At the time of her hiring, Garrigo noted in a statement that, “We are facing increasing expectations for ESG performance and reporting.”

The U.S. Securities and Exchange Commission is among the regulators looking to beef up reporting around companies’ ESG disclosures, and is closing in on a long-awaited rule proposal that would create a new climate-related disclosure framework for SEC-registered companies.

The U.S. Department of Labor is also looking to finalize a rule that would allow Employee Retirement Income Security Act retirement plans to consider ESG factors, and the Office of the Comptroller of the Currency began pushing banks to address climate-related risks last year.

The efforts go beyond environmental issues. For instance, the SEC approved a Nasdaq rule last year that seeks to diversify boards, and a number of state laws have emerged requiring publicly traded companies to include women on their boards.

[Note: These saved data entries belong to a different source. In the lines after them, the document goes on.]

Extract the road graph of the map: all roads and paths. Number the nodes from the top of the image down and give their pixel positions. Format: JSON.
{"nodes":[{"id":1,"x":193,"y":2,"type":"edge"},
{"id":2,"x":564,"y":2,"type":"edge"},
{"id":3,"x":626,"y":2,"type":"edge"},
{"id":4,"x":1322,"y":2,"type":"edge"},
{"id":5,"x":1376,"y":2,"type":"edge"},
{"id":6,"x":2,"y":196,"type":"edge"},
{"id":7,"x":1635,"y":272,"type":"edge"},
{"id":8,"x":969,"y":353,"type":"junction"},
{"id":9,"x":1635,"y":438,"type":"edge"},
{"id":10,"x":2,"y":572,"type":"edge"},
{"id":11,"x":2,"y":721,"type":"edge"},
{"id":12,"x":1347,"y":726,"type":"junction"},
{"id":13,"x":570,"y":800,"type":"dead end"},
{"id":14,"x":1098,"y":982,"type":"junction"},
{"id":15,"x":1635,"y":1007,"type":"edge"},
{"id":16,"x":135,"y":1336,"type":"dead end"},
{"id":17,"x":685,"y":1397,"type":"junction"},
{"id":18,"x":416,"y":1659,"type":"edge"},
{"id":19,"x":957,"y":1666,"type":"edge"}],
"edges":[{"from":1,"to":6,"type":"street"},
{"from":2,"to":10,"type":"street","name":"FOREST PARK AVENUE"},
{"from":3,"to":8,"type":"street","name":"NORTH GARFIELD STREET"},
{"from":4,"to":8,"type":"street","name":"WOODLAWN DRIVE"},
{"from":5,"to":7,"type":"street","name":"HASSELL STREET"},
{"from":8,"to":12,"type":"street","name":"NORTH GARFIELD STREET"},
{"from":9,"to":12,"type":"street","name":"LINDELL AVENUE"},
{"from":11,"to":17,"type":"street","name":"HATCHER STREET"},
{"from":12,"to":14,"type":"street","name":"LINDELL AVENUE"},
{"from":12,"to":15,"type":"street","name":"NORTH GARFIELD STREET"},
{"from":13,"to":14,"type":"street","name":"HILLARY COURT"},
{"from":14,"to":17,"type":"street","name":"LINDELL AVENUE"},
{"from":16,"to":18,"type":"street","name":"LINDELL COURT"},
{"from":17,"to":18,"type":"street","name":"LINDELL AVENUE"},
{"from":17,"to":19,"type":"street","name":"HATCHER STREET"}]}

Among other recent compliance-related appointments, Marsh McLennan announced Friday that it has appointed Katherine J. Brennan as general counsel, a role that oversees the professional services firm’s legal, compliance and public affairs functions, as well as the company’s ESG efforts.

Brennan, who was previously general counsel of Marsh LLC and chief compliance officer of Marsh McLennan before that, has advocated for companies to focus on ESG-related issues, previously telling Law360 that company stakeholders are demanding that companies be “good stewards of the environment” and create inclusive workplaces. She was not available for additional comment.